• Vol. 6 nº 1, juillet 2019

    Il est acquis de façon empirique par les musiciens que le son résultant de l’exécution d’une œuvre musicale est dépendant du geste, comme par exemple l’attaque des cordes au plectre ou à l’archet pour les instruments à cordes, la pose des doigts, le frappé de peau pour les instruments à percussion ou encore les fluctuations du souffle pour les instruments à vent. Si cet état de fait semble presque évident pour les instruments où l’interaction entre le geste et le système résonant est directe, cela semble plus spéculatif pour le piano pour lequel le son est obtenu au moyen d’un système mécanique très sophistiqué dont la conception s’est affinée au cours du temps, depuis les premiers pianofortes du XVIIIe siècle jusqu’au piano moderne, dans l’objectif, entre autres, d’obtenir une homogénéité et une régularité dans le son produit, et ce quel que soit le pianiste.
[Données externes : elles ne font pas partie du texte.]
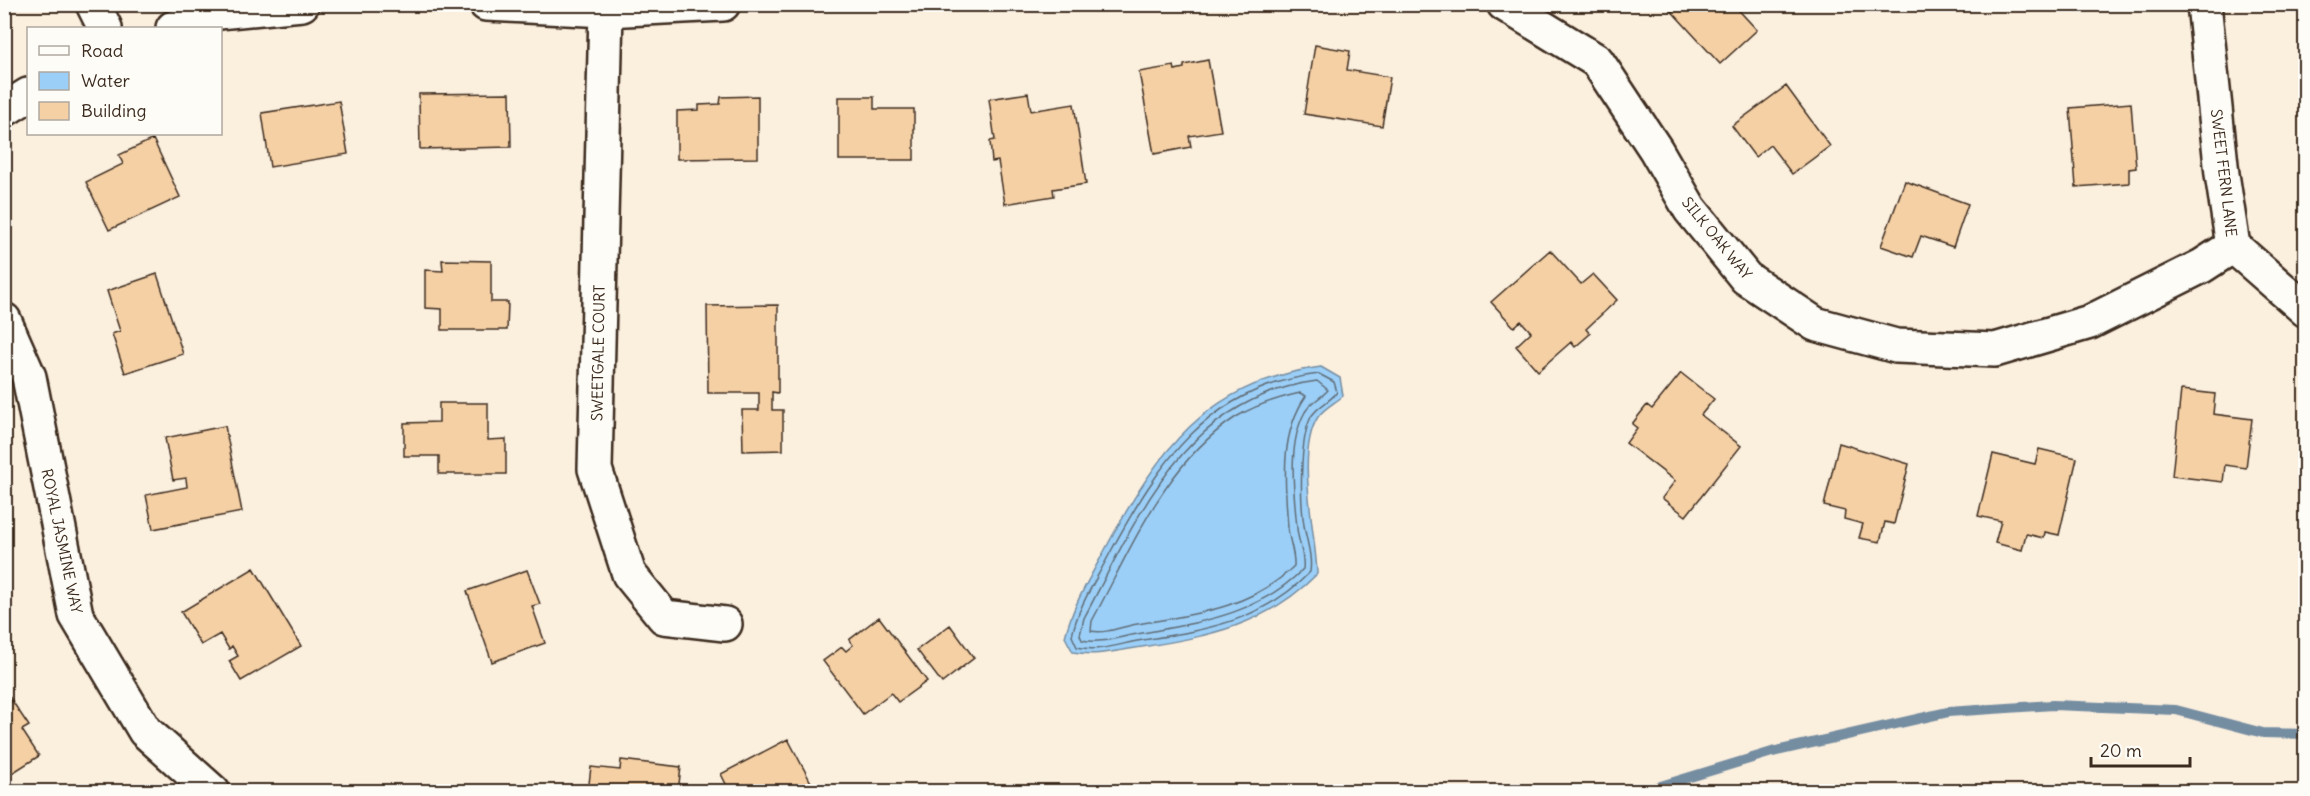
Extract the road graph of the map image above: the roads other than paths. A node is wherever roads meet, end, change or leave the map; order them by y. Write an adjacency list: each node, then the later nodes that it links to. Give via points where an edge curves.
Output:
1 (93, 4): 8 (street)
2 (302, 4): 9 (street, via 219,12)
3 (486, 4): 7 (street)
4 (723, 4): 7 (street)
5 (1504, 4): 12 (street, SILK OAK WAY, via 1597,61 1690,209 1746,278 1815,324 1896,346 1995,350 2090,322 2202,266)
6 (2204, 4): 12 (street, SWEET FERN LANE)
7 (606, 10): 15 (street, SWEETGALE COURT, via 595,469 629,574 664,617)
8 (104, 27)
9 (176, 27)
10 (27, 97): 11 (street)
11 (4, 110)
12 (2233, 246): 13 (street, SWEET FERN LANE)
13 (2306, 310)
14 (4, 320): 16 (street, ROYAL JASMINE WAY, via 29,377 76,615 145,731)
15 (725, 624)
16 (213, 792)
Mais force est de constater, non seulement pour les pianistes eux-mêmes pour lesquels c’est une chose évidente, mais aussi pour les auditeurs, que chaque musicien possède une sonorité bien particulière et souvent très distinctive. Cependant, cette intuition ne peut, en général, pas se vérifier, les conditions d’exécution n’étant jamais les mêmes et les pianos étant différents, tout comme les salles ou les studios.